In an inkjet recording apparatus, one image is represented by combining dots formed by ink ejected from the nozzles. In this case, high image quality is achieved by reducing the nozzle diameter and arranging the nozzles at high density, in such a manner that the ink dots deposited by the nozzles become smaller in size and the number of pixels per image is increased.
However, if nozzles are arranged at high density, then there is a danger that cross-talk may arise between nozzles, particularly those which are located close together, in such a manner the ink ejection operation of one nozzle affects the ink ejection operation of the other nozzles. Therefore, in the prior art, various proposals have been made in order to prevent cross-talk of this kind between adjacently positioned nozzles.
For example, it is known that nozzles corresponding to adjacent dots can be divided into a plurality of nozzle rows and arranged in a staggered matrix, in order to prevent cross-talk between adjacent nozzles. Japanese Patent Application Publication No. 2002-103604 discloses an inkjet head in which nozzles are arranged in a matrix fashion, a plurality of nozzle rows arranged in a substantially perpendicular fashion to the printing direction are formed on the same ink supply channel, and adjacent nozzles at the respective orifice hole positions in these nozzle rows are arranged in such a manner that they are staggered by a displacement of δ=h/(n×m) in the printing direction, where h is an integer not less than 2, n is the dot density, and m is an integer not less than 5. Moreover, driving signals are sequentially applied to the respective nozzles in such a manner that the displacement of the nozzles is compensated while separating the application timing to mutually adjacent nozzles.
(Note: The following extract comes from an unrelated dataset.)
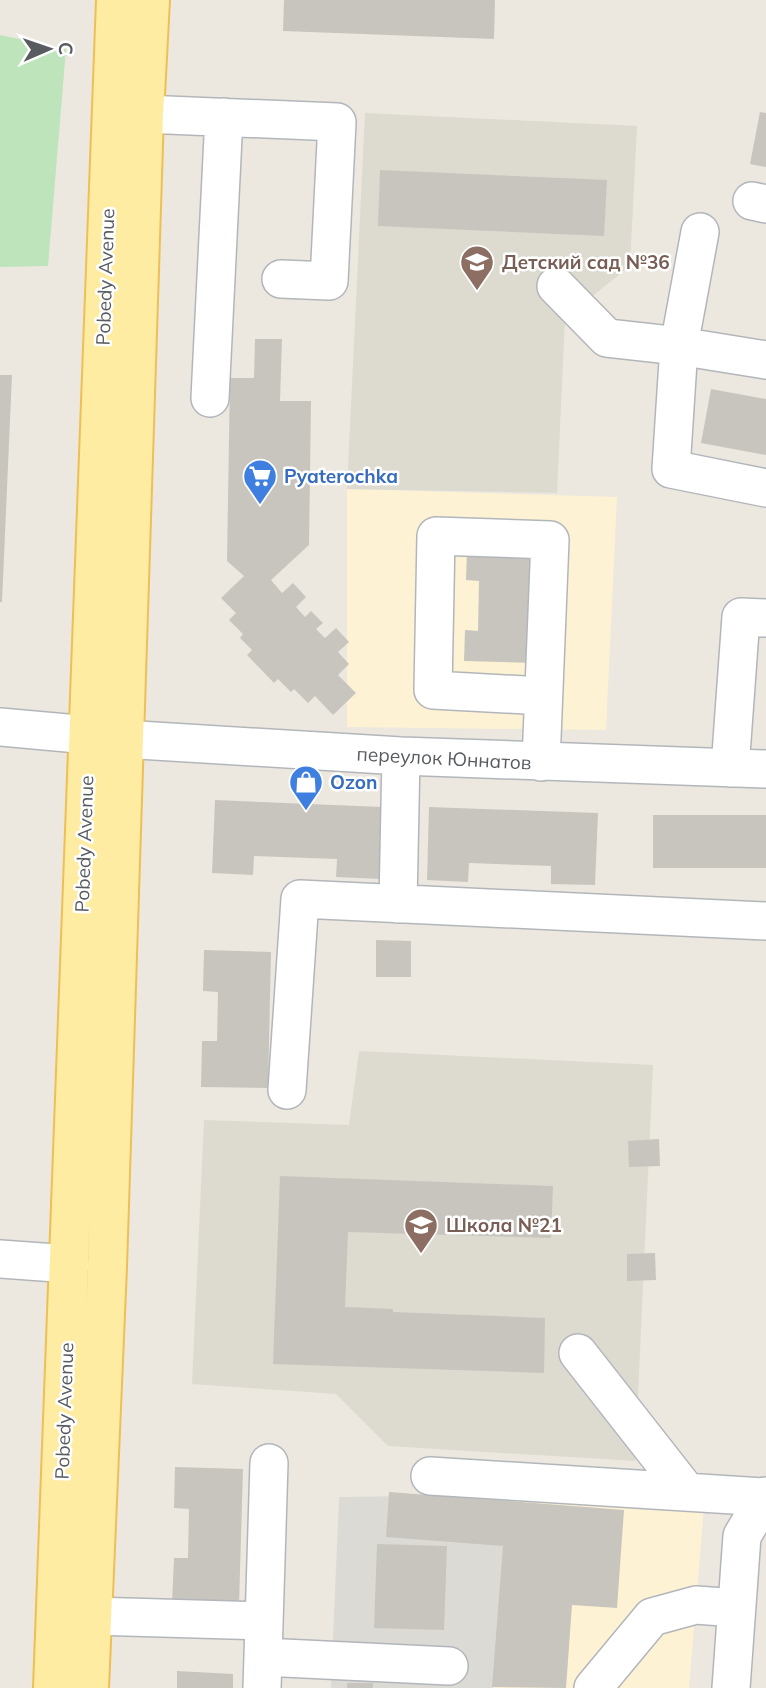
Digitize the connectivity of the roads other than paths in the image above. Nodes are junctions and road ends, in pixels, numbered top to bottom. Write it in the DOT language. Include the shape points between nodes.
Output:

Furthermore, for example, a method is known in which cross-talk is prevented by applying an auxiliary drive signal to the piezoelectric elements other than the piezoelectric element that is performing an ejection operation, in such a manner that the volume displacement of the other ink chambers can be suppressed. Japanese Patent Application Publication No. 11-157056 discloses a method which suppresses the displacement of the restrictor plates corresponding to the piezoelectric elements other than the piezoelectric element performing an ejection operation, by applying a drive signal of the same phase to the piezoelectric elements that are adjacent to the piezoelectric element performing an ejection operation, while applying a drive signal of reverse phase to the piezoelectric elements separated respectively by one element from the piezoelectric element performing the ejection operation.
As described above, when printing at high image resolution by reducing the dot pitch in order to achieve high image quality, it is important to reduce the nozzle pitch, but this pitch reduction has been constrained by the size of the pressure chambers. Conventionally, high nozzle density is achieved by arranging pressure chambers in an oblique two-dimensional array (a staggered array), but if nozzles which are adjacent due to the dot density and nozzle pitch perform ejection at substantially the same time, then a problem arises in that cross-talk occurs between the adjacent nozzles. Therefore, the development of an inkjet recording apparatus which prevents cross-talk has been sought.
However, in the method disclosed in Japanese Patent Application Publication No. 2002-103604, although cross-talk is prevented by arranging nozzles which consecutively perform ejection at a large distance apart, due to the dot density, it is not always possible to completely avoid simultaneous ejection, and therefore the occurrence of cross-talk cannot be completely prevented.
Furthermore, in the method disclosed in Japanese Patent Application Publication No. 11-157056, an auxiliary drive signal is applied to the other piezoelectric elements apart from the piezoelectric element performing an ejection operation, in such a manner that the volume displacement of the other ink chambers can be suppressed; however, it is not possible to prevent interference in the ink between two ink chambers that share the same supply restrictor for supplying ink to the ink chambers.